# Wolfie Is Mean, Mean I Tell Ya,



## Doxie-Doglover-Too (Jan 25, 2007)

Mean and cruel, that's all she is. I may NEVER speak to my former good friend again. Know what she did? It's so awful, I can barely use the keyboard, but I'll try. Sniffle....

Well, while I was SLAVING away in Walmart stocking up on household and K9 necessities, she...she....she....
.
.
.
.
.
.
.
.called me from the wonderful train ride her and Kathy were taking in New England enjoying the glorious fall colors and each others company, probably sipping Mimosas. Happily taking pictures and kicking back, relaxing.

SEE! I TOLD YA!


----------



## Airboss (Jul 14, 2007)

Doxie-Doglover-Too said:


> Mean and cruel, that's all she is. I may NEVER speak to my former good friend again. Know what she did? It's so awful, I can barely use the keyboard, but I'll try. Sniffle....
> 
> Well, while I was SLAVING away in Walmart stocking up on household and K9 necessities, she...she....she....
> .
> ...


Unforgivable!! Shame on you, Wolfie!!


----------



## Thor (Apr 7, 2004)

At least she did tell you that she was enjoying the ride with a nice Shiraz









Thor


----------



## 4ME (Sep 11, 2006)

Should I tell you it was in the mid 70's here today and I had a nice glass of zinfandel port to go with my piece of cheese.


----------



## Eagleeyes (Aug 1, 2007)

Ya know...those New Hampshire people!
Bob


----------



## egregg57 (Feb 13, 2006)

Ya know I was up there this weekend and there was this certain chill in the air......Now I know. Now I know!!

Eric.


----------



## wolfwood (Sep 19, 2005)

I must admit, with all the *fun* we've been having over the last year, this was a very difficult pill to swallow! We were a week past peak







_AND_ we didn't have our







with us.







But we did spend the day on the Conway Scenic Railroad in the White Mtns (that Shiraz was GREAT, btw!), stopped at a new Fly Shop, _AND_ drove past a HolidayInn Express







so all was not lost.


----------



## Eagleeyes (Aug 1, 2007)

As always...great pics.

And you said the Shiraz was good, too? What vineyard??

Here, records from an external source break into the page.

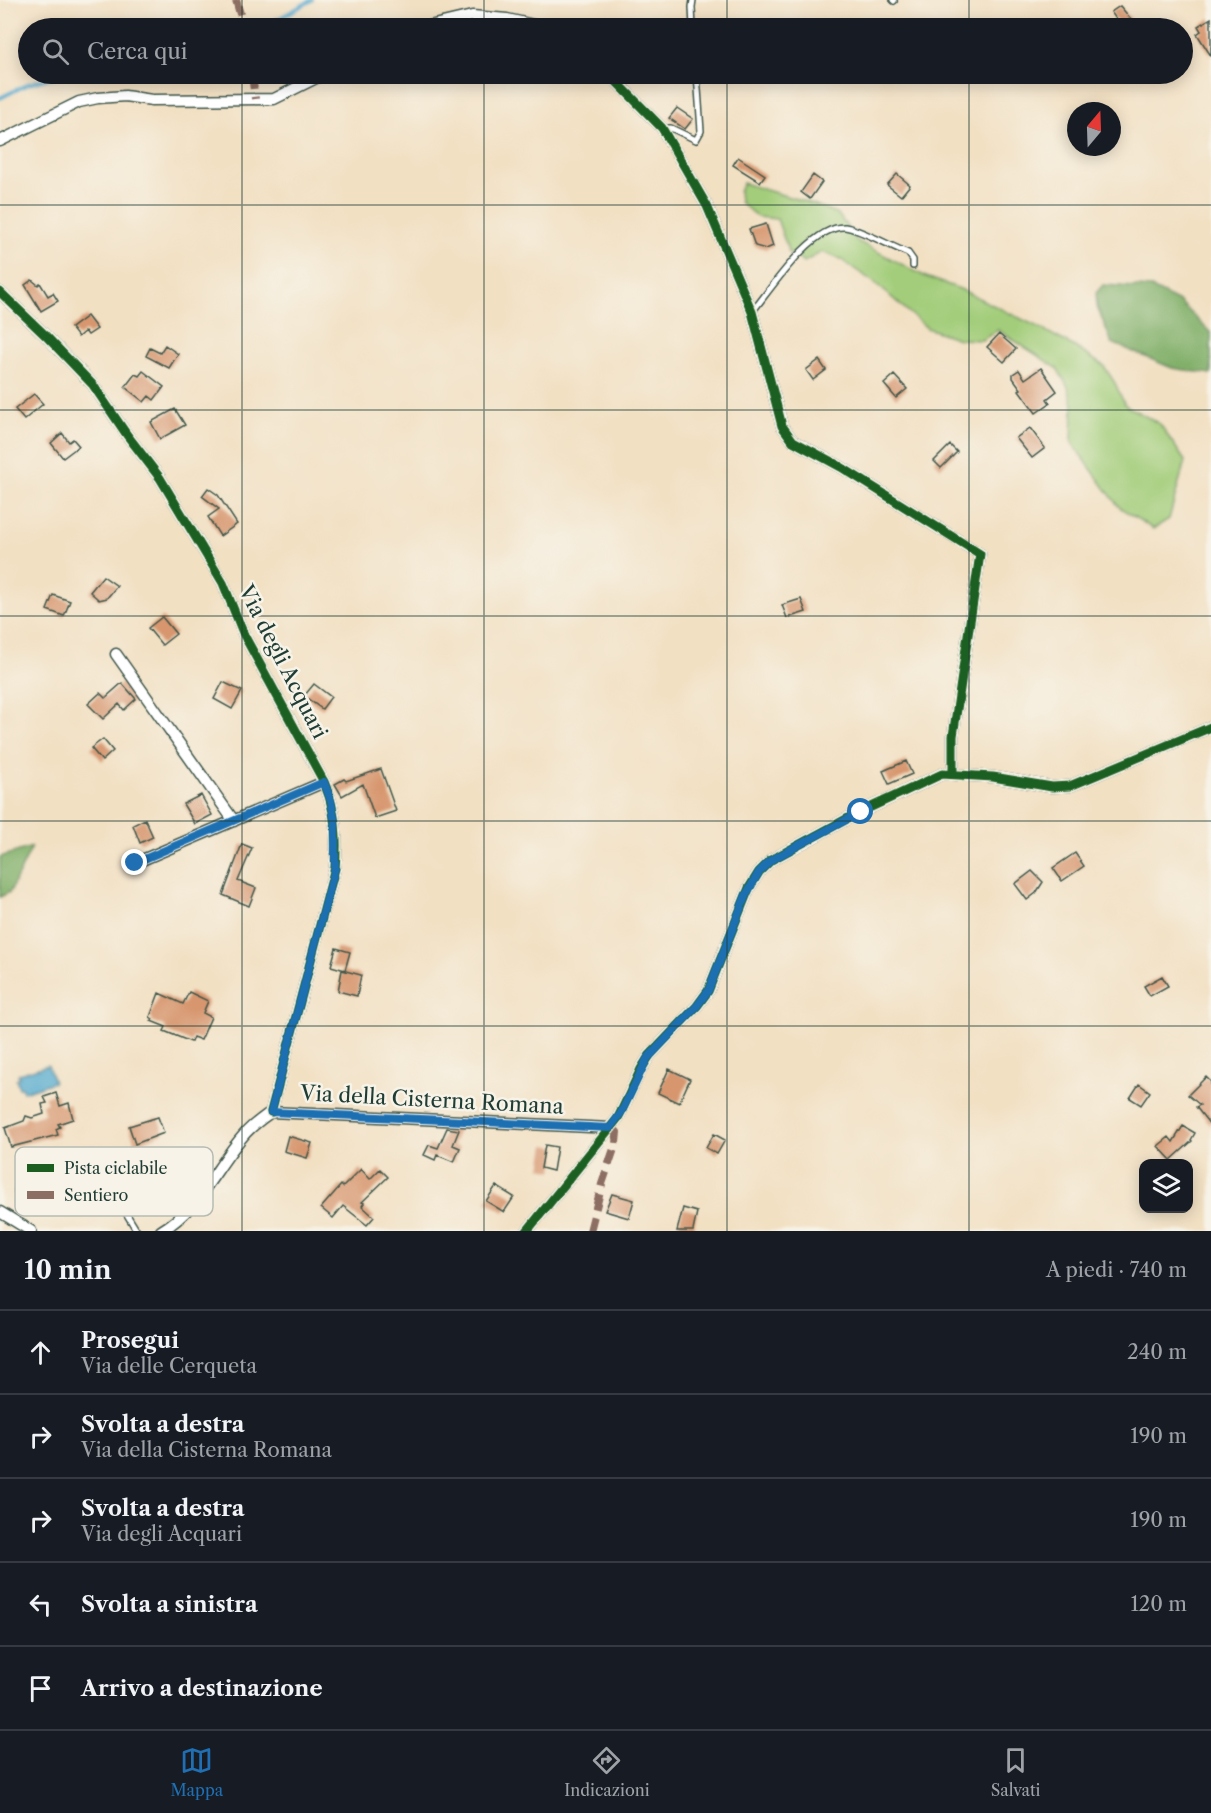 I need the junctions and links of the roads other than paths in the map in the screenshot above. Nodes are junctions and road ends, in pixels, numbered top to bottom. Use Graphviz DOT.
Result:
graph roads {
  1 [pos="693,0"];
  2 [pos="464,18"];
  3 [pos="495,18"];
  4 [pos="693,18"];
  5 [pos="304,84"];
  6 [pos="619,84"];
  7 [pos="698,84"];
  8 [pos="662,128"];
  9 [pos="0,141"];
  10 [pos="913,266"];
  11 [pos="0,292"];
  12 [pos="752,312"];
  13 [pos="116,654"];
  14 [pos="1211,727"];
  15 [pos="952,773"];
  16 [pos="324,782"];
  17 [pos="234,821"];
  18 [pos="135,863"];
  19 [pos="271,1112"];
  20 [pos="610,1128"];
  21 [pos="213,1176"];
  22 [pos="0,1212"];
  23 [pos="128,1216"];
  24 [pos="181,1216"];
  25 [pos="31,1231"];
  26 [pos="137,1231"];
  27 [pos="161,1231"];
  28 [pos="527,1231"];
  1 -- 4 [label="lane"];
  2 -- 3 [label="street"];
  5 -- 9 [label="street"];
  6 -- 8 [label="street"];
  7 -- 8 [label="lane"];
  8 -- 12 [label="street"];
  10 -- 12 [label="lane"];
  11 -- 16 [label="street, Via degli Acquari"];
  12 -- 15 [label="street"];
  13 -- 17 [label="street"];
  14 -- 15 [label="street"];
  15 -- 20 [label="street"];
  16 -- 17 [label="street"];
  16 -- 19 [label="street, Via degli Acquari"];
  17 -- 18 [label="street"];
  19 -- 20 [label="street, Via della Cisterna Romana"];
  19 -- 21 [label="street, Via della Cisterna Romana"];
  20 -- 28 [label="street"];
  22 -- 25 [label="street"];
  23 -- 26 [label="lane"];
  24 -- 27 [label="street, Via della Cisterna Romana"];
} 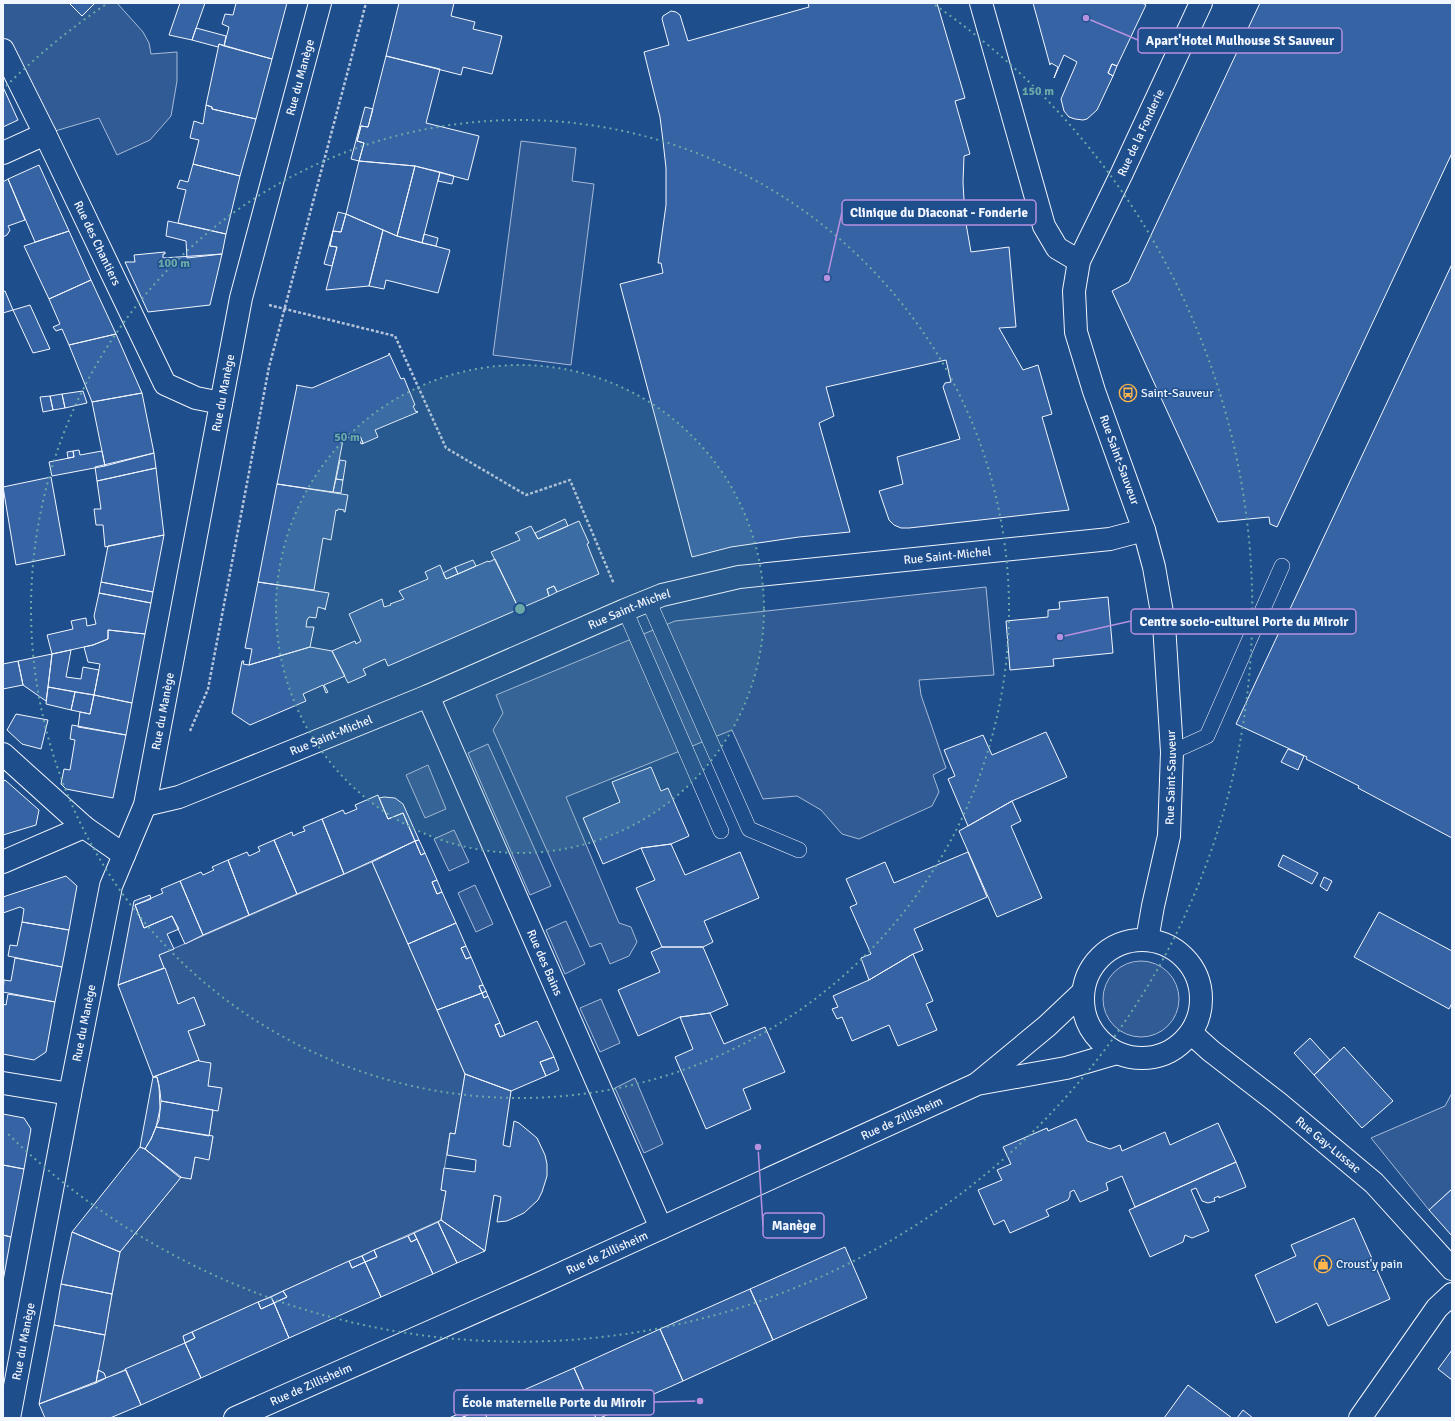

A New Hampshire winery perhaps?


----------



## wolfwood (Sep 19, 2005)

Eagleeyes said:


> As always...great pics.
> 
> And you said the Shiraz was good, too? What vineyard??
> 
> A New Hampshire winery perhaps?


I was 'sposed to pay attention to THAT, too?









Don't know - - - it was whatever the conductor poured ... But, since all their beer was brewed & labelled for them, I would presume their wine was, too!


----------



## anne72 (Apr 27, 2007)

wolfwood said:


> I must admit, with all the *fun* we've been having over the last year, this was a very difficult pill to swallow! We were a week past peak
> 
> 
> 
> ...


What beautiful pictures, for it being past peak it was still very pretty!


----------



## dunn4 (Feb 16, 2008)

Boy, that must have been a beautiful ride. Add to the list of must do...


----------